WORK INSTRUCTION: Leaving out the pictures, write the following records exactly as they read.

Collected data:
+-------+
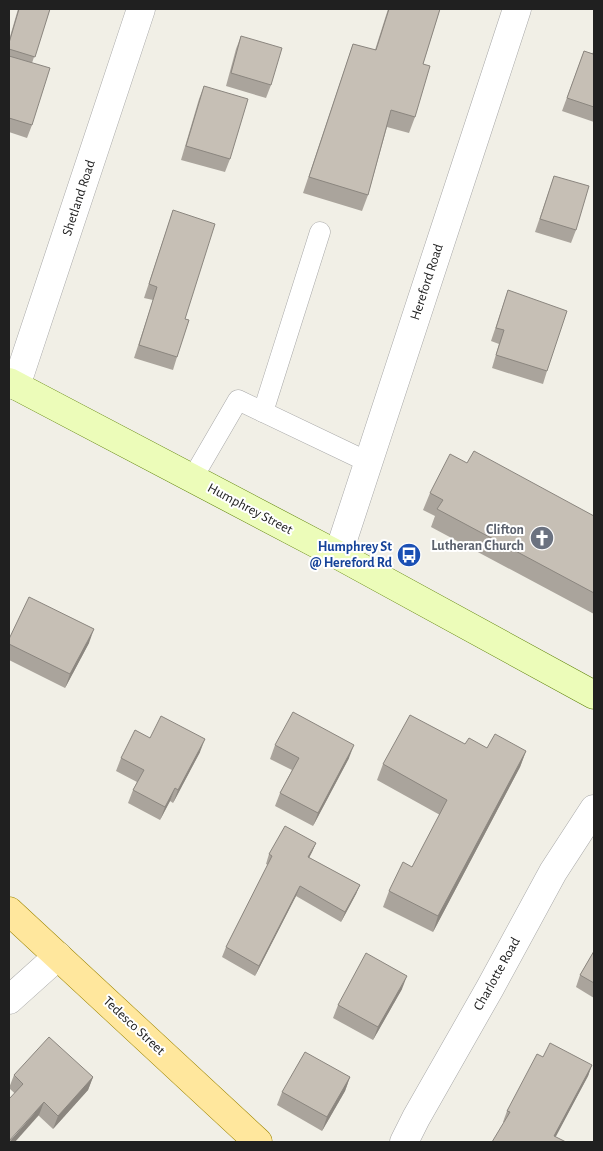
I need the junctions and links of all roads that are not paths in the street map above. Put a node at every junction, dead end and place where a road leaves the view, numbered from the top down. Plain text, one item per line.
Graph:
1 (141, 9) edge
2 (516, 9) edge
3 (320, 232) dead end
4 (13, 384) edge
5 (263, 412) junction
6 (368, 462) junction
7 (192, 479) junction
8 (338, 555) junction
9 (594, 695) edge
10 (594, 809) edge
11 (9, 911) edge
12 (58, 956) junction
13 (9, 1000) edge
14 (258, 1142) edge
15 (404, 1142) edge

1 - 4 street, Shetland Road
2 - 6 street, Hereford Road
3 - 5 lane
4 - 7 main road, Humphrey Street
5 - 6 lane
5 - 7 lane
6 - 8 street, Hereford Road
7 - 8 main road, Humphrey Street
8 - 9 main road, Humphrey Street
10 - 15 street, Charlotte Road
11 - 12 main road, Tedesco Street
12 - 13 street
12 - 14 main road, Tedesco Street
+-------+
EXPECTED ANSWER:
I need the junctions and links of all roads that are not paths in the street map above. Put a node at every junction, dead end and place where a road leaves the view, numbered from the top down. Plain text, one item per line.
Graph:
1 (141, 9) edge
2 (516, 9) edge
3 (320, 232) dead end
4 (13, 384) edge
5 (263, 412) junction
6 (368, 462) junction
7 (192, 479) junction
8 (338, 555) junction
9 (594, 695) edge
10 (594, 809) edge
11 (9, 911) edge
12 (58, 956) junction
13 (9, 1000) edge
14 (258, 1142) edge
15 (404, 1142) edge

1 - 4 street, Shetland Road
2 - 6 street, Hereford Road
3 - 5 lane
4 - 7 main road, Humphrey Street
5 - 6 lane
5 - 7 lane
6 - 8 street, Hereford Road
7 - 8 main road, Humphrey Street
8 - 9 main road, Humphrey Street
10 - 15 street, Charlotte Road
11 - 12 main road, Tedesco Street
12 - 13 street
12 - 14 main road, Tedesco Street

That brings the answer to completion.